The Amityville Record 

Amityville, Long Island, Suffolk County, New York,  

26 January 1961 Thursday 


CHARLES M. JERVIS


     Charles Miller Jervis, who was born in Copiague but had traveled in all parts of the world, died in his sleep on Monday morning, January 23, at his home at 970 Great Neck Road, the house where he was born.


     Mr. Jervis was born on October 14, 1885, a son of Joshua P. and Mary Jane Miller Jervis. He was graduated from Clarkson Institute of Technology, Potsdam, New York, class of 1910, as a civil engineer, following in the footsteps of his father who had laid out many important streets and sections on Long Island.

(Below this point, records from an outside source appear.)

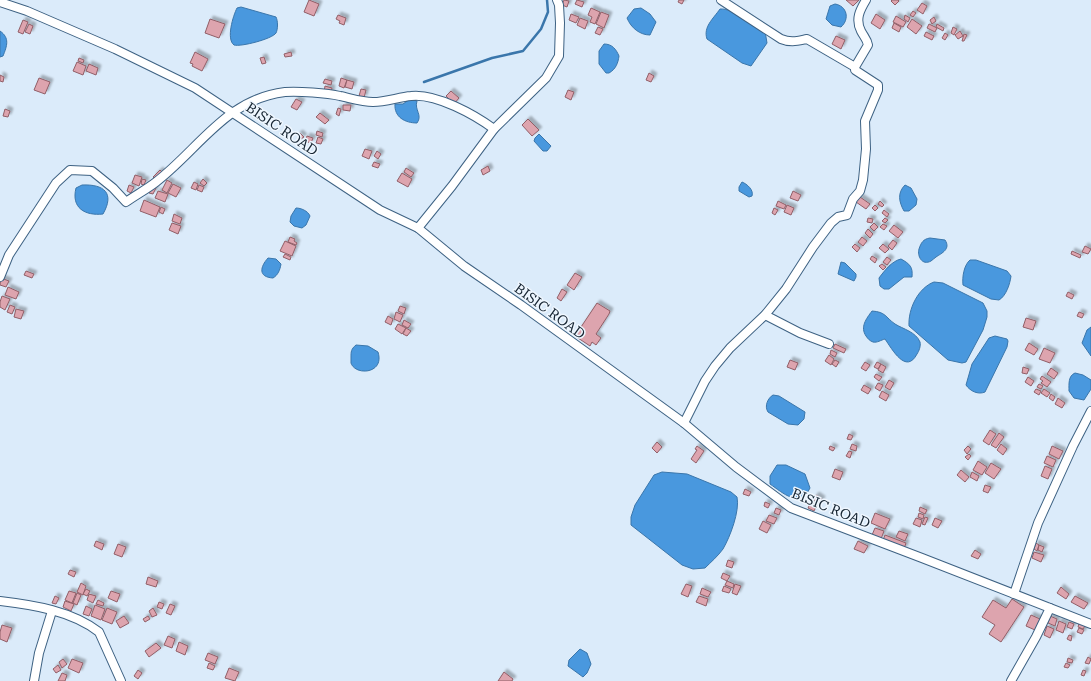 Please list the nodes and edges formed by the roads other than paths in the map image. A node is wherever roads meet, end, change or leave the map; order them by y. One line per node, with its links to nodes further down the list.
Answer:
1 (557, 0): 7 (street)
2 (722, 0): 5 (street)
3 (866, 0): 5 (street)
4 (0, 2): 6 (street, BISIC ROAD)
5 (855, 67): 10 (street)
6 (233, 112): 7 (street); 8 (street, BISIC ROAD); 9 (street)
7 (494, 129): 8 (street)
8 (418, 228): 13 (street, BISIC ROAD)
9 (0, 277)
10 (765, 315): 11 (street); 13 (street)
11 (829, 344)
12 (1091, 411): 14 (street)
13 (684, 424): 14 (street, BISIC ROAD)
14 (1014, 594): 16 (street, BISIC ROAD)
15 (0, 601): 17 (street)
16 (1050, 608): 18 (street, BISIC ROAD); 21 (street)
17 (52, 610): 19 (street); 20 (street)
18 (1091, 624)
19 (34, 681)
20 (121, 681)
21 (1011, 681)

     After college Mr. Jervis went first to the Philippines where he worked with the Bureau of Land. He traveled in all parts of the world in his work before settling in Marcane, Cuba, where he spent 25 years, first as a surveyor then as manager of a large sugar mill. He stayed until 20 years ago when his health broke and he returned to his birthplace.


     Mr. Jervis married Carolie Meigs, of Palatka, Florida, on August 26, 1922. She survives him, as do their two sons, Joel R. Jervis, of Los Altos, California, and Charles M. Jervis jr., of Copiague. Mr. Jervis is survived also by a sister, Mrs. Grace P. (William W.) Smith of Union Avenue, Amityville, and three grandchildren, Chandel, Russ, and Denise.


     Private services will be held today in the Powell Funeral Home, Broadway, Amityville. The Rev. George Leadbetter, of the United Christian Church, Copiague will officiate. Interment will be in the Amityville Cemetery.